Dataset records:
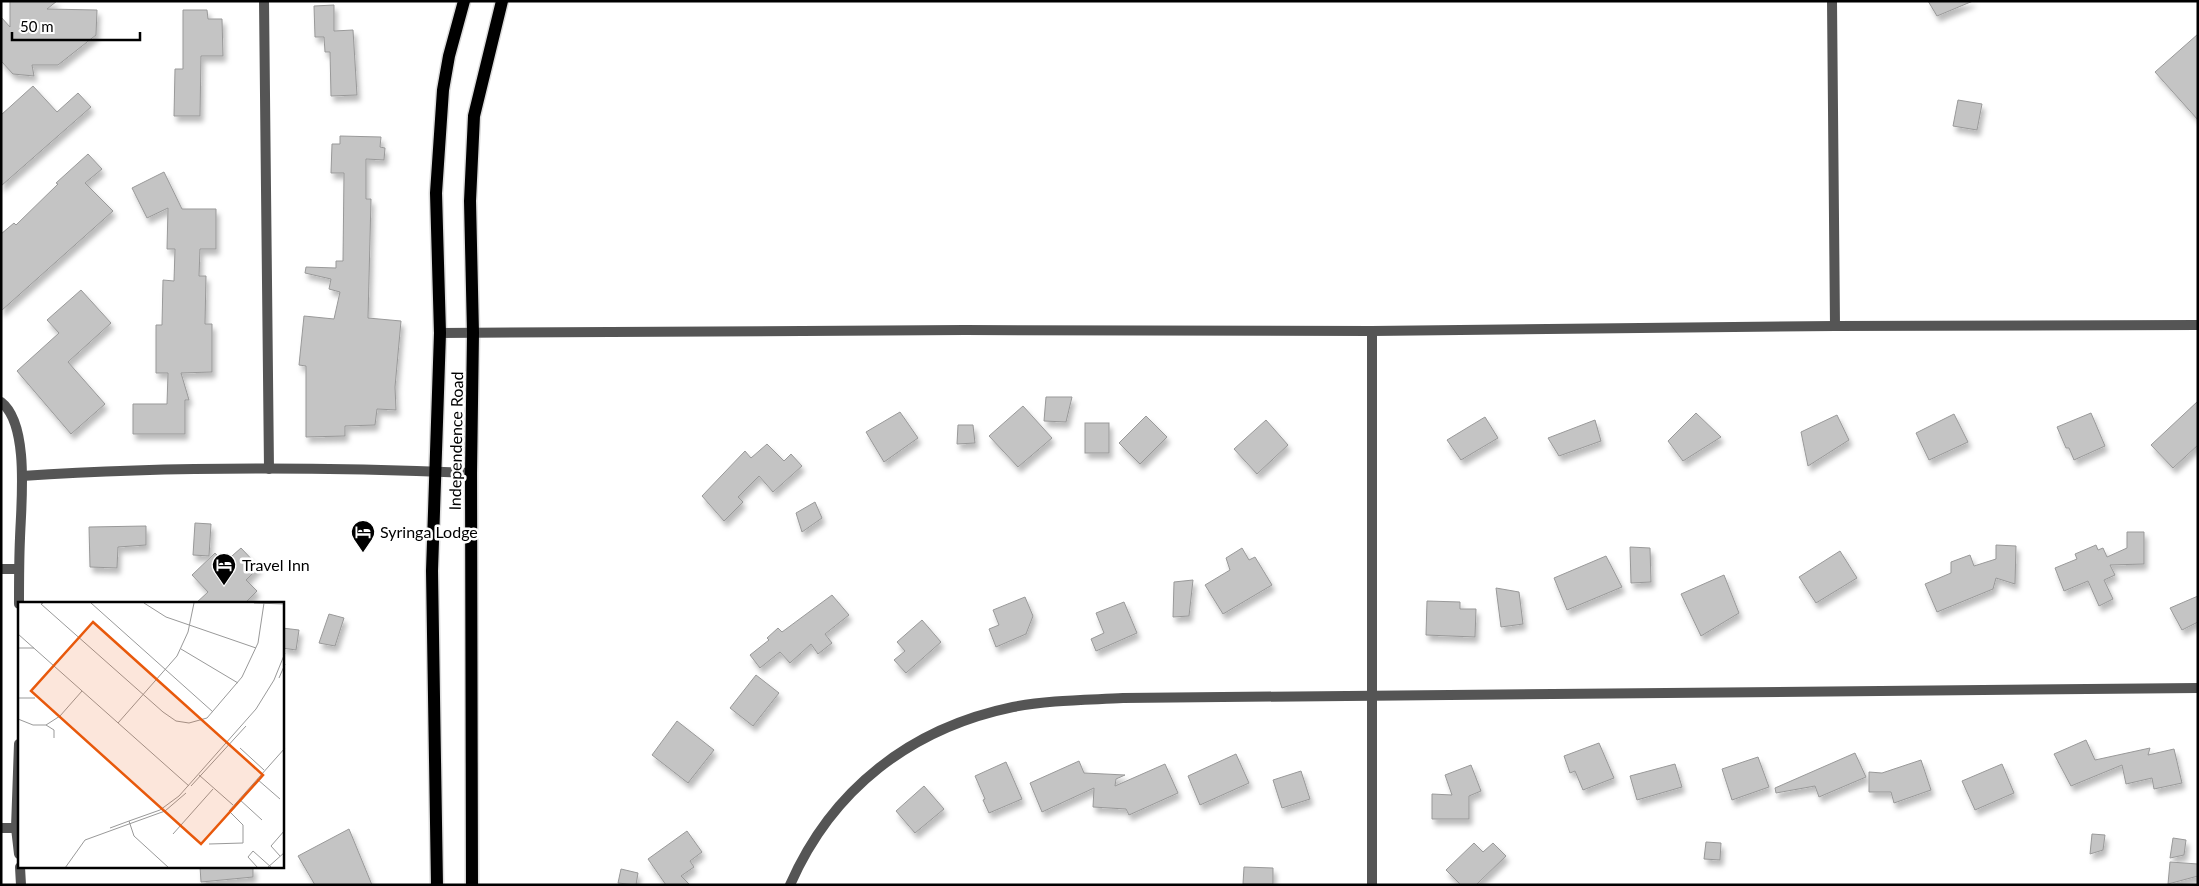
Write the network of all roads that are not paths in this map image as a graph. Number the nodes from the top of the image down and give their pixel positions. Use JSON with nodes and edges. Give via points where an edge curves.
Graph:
{"nodes":[{"id":1,"x":264,"y":1,"type":"edge"},
{"id":2,"x":464,"y":1,"type":"edge"},
{"id":3,"x":502,"y":1,"type":"edge"},
{"id":4,"x":1832,"y":1,"type":"edge"},
{"id":5,"x":2198,"y":325,"type":"edge"},
{"id":6,"x":1835,"y":326,"type":"junction"},
{"id":7,"x":1372,"y":331,"type":"junction"},
{"id":8,"x":440,"y":333,"type":"junction"},
{"id":9,"x":473,"y":333,"type":"junction"},
{"id":10,"x":1,"y":402,"type":"edge"},
{"id":11,"x":270,"y":469,"type":"junction"},
{"id":12,"x":436,"y":472,"type":"junction"},
{"id":13,"x":471,"y":473,"type":"junction"},
{"id":14,"x":22,"y":476,"type":"junction"},
{"id":15,"x":1,"y":568,"type":"edge"},
{"id":16,"x":19,"y":569,"type":"junction"},
{"id":17,"x":19,"y":602,"type":"edge"},
{"id":18,"x":2198,"y":688,"type":"edge"},
{"id":19,"x":1371,"y":694,"type":"junction"},
{"id":20,"x":18,"y":772,"type":"edge"},
{"id":21,"x":1,"y":828,"type":"edge"},
{"id":22,"x":16,"y":828,"type":"junction"},
{"id":23,"x":18,"y":845,"type":"edge"},
{"id":24,"x":20,"y":868,"type":"edge"},
{"id":25,"x":22,"y":885,"type":"edge"},
{"id":26,"x":437,"y":885,"type":"edge"},
{"id":27,"x":472,"y":885,"type":"edge"},
{"id":28,"x":790,"y":885,"type":"edge"},
{"id":29,"x":1372,"y":885,"type":"edge"}],
"edges":[{"from":1,"to":11,"type":"street"},
{"from":2,"to":8,"type":"main road","name":"Independence Road","via":[[443,90],[436,193]]},
{"from":3,"to":9,"type":"main road","name":"Independence Road","via":[[474,116],[470,201]]},
{"from":4,"to":6,"type":"street"},
{"from":5,"to":6,"type":"street"},
{"from":6,"to":7,"type":"street"},
{"from":7,"to":9,"type":"street"},
{"from":7,"to":19,"type":"street"},
{"from":8,"to":9,"type":"street"},
{"from":8,"to":12,"type":"main road","name":"Independence Road"},
{"from":9,"to":13,"type":"main road","name":"Independence Road"},
{"from":10,"to":14,"type":"street","via":[[12,416],[17,431]]},
{"from":11,"to":12,"type":"street"},
{"from":11,"to":14,"type":"street","via":[[93,471]]},
{"from":12,"to":13,"type":"street"},
{"from":12,"to":26,"type":"main road","name":"Independence Road","via":[[432,571]]},
{"from":13,"to":27,"type":"main road","name":"Independence Road"},
{"from":14,"to":16,"type":"street"},
{"from":15,"to":16,"type":"street"},
{"from":16,"to":17,"type":"street"},
{"from":18,"to":19,"type":"street"},
{"from":19,"to":28,"type":"street","via":[[1079,700],[1014,707],[968,719],[927,735],[861,782],[811,845]]},
{"from":19,"to":29,"type":"street"},
{"from":20,"to":22,"type":"street"},
{"from":21,"to":22,"type":"street"},
{"from":22,"to":23,"type":"street"},
{"from":24,"to":25,"type":"street"}]}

WHAT IS REQUIRED —
Reproduce every record exactly; images stay out.

RESULT BELOW —
Write the network of all roads that are not paths in this map image as a graph. Number the nodes from the top of the image down and give their pixel positions. Use JSON with nodes and edges. Give via points where an edge curves.
Graph:
{"nodes":[{"id":1,"x":264,"y":1,"type":"edge"},
{"id":2,"x":464,"y":1,"type":"edge"},
{"id":3,"x":502,"y":1,"type":"edge"},
{"id":4,"x":1832,"y":1,"type":"edge"},
{"id":5,"x":2198,"y":325,"type":"edge"},
{"id":6,"x":1835,"y":326,"type":"junction"},
{"id":7,"x":1372,"y":331,"type":"junction"},
{"id":8,"x":440,"y":333,"type":"junction"},
{"id":9,"x":473,"y":333,"type":"junction"},
{"id":10,"x":1,"y":402,"type":"edge"},
{"id":11,"x":270,"y":469,"type":"junction"},
{"id":12,"x":436,"y":472,"type":"junction"},
{"id":13,"x":471,"y":473,"type":"junction"},
{"id":14,"x":22,"y":476,"type":"junction"},
{"id":15,"x":1,"y":568,"type":"edge"},
{"id":16,"x":19,"y":569,"type":"junction"},
{"id":17,"x":19,"y":602,"type":"edge"},
{"id":18,"x":2198,"y":688,"type":"edge"},
{"id":19,"x":1371,"y":694,"type":"junction"},
{"id":20,"x":18,"y":772,"type":"edge"},
{"id":21,"x":1,"y":828,"type":"edge"},
{"id":22,"x":16,"y":828,"type":"junction"},
{"id":23,"x":18,"y":845,"type":"edge"},
{"id":24,"x":20,"y":868,"type":"edge"},
{"id":25,"x":22,"y":885,"type":"edge"},
{"id":26,"x":437,"y":885,"type":"edge"},
{"id":27,"x":472,"y":885,"type":"edge"},
{"id":28,"x":790,"y":885,"type":"edge"},
{"id":29,"x":1372,"y":885,"type":"edge"}],
"edges":[{"from":1,"to":11,"type":"street"},
{"from":2,"to":8,"type":"main road","name":"Independence Road","via":[[443,90],[436,193]]},
{"from":3,"to":9,"type":"main road","name":"Independence Road","via":[[474,116],[470,201]]},
{"from":4,"to":6,"type":"street"},
{"from":5,"to":6,"type":"street"},
{"from":6,"to":7,"type":"street"},
{"from":7,"to":9,"type":"street"},
{"from":7,"to":19,"type":"street"},
{"from":8,"to":9,"type":"street"},
{"from":8,"to":12,"type":"main road","name":"Independence Road"},
{"from":9,"to":13,"type":"main road","name":"Independence Road"},
{"from":10,"to":14,"type":"street","via":[[12,416],[17,431]]},
{"from":11,"to":12,"type":"street"},
{"from":11,"to":14,"type":"street","via":[[93,471]]},
{"from":12,"to":13,"type":"street"},
{"from":12,"to":26,"type":"main road","name":"Independence Road","via":[[432,571]]},
{"from":13,"to":27,"type":"main road","name":"Independence Road"},
{"from":14,"to":16,"type":"street"},
{"from":15,"to":16,"type":"street"},
{"from":16,"to":17,"type":"street"},
{"from":18,"to":19,"type":"street"},
{"from":19,"to":28,"type":"street","via":[[1079,700],[1014,707],[968,719],[927,735],[861,782],[811,845]]},
{"from":19,"to":29,"type":"street"},
{"from":20,"to":22,"type":"street"},
{"from":21,"to":22,"type":"street"},
{"from":22,"to":23,"type":"street"},
{"from":24,"to":25,"type":"street"}]}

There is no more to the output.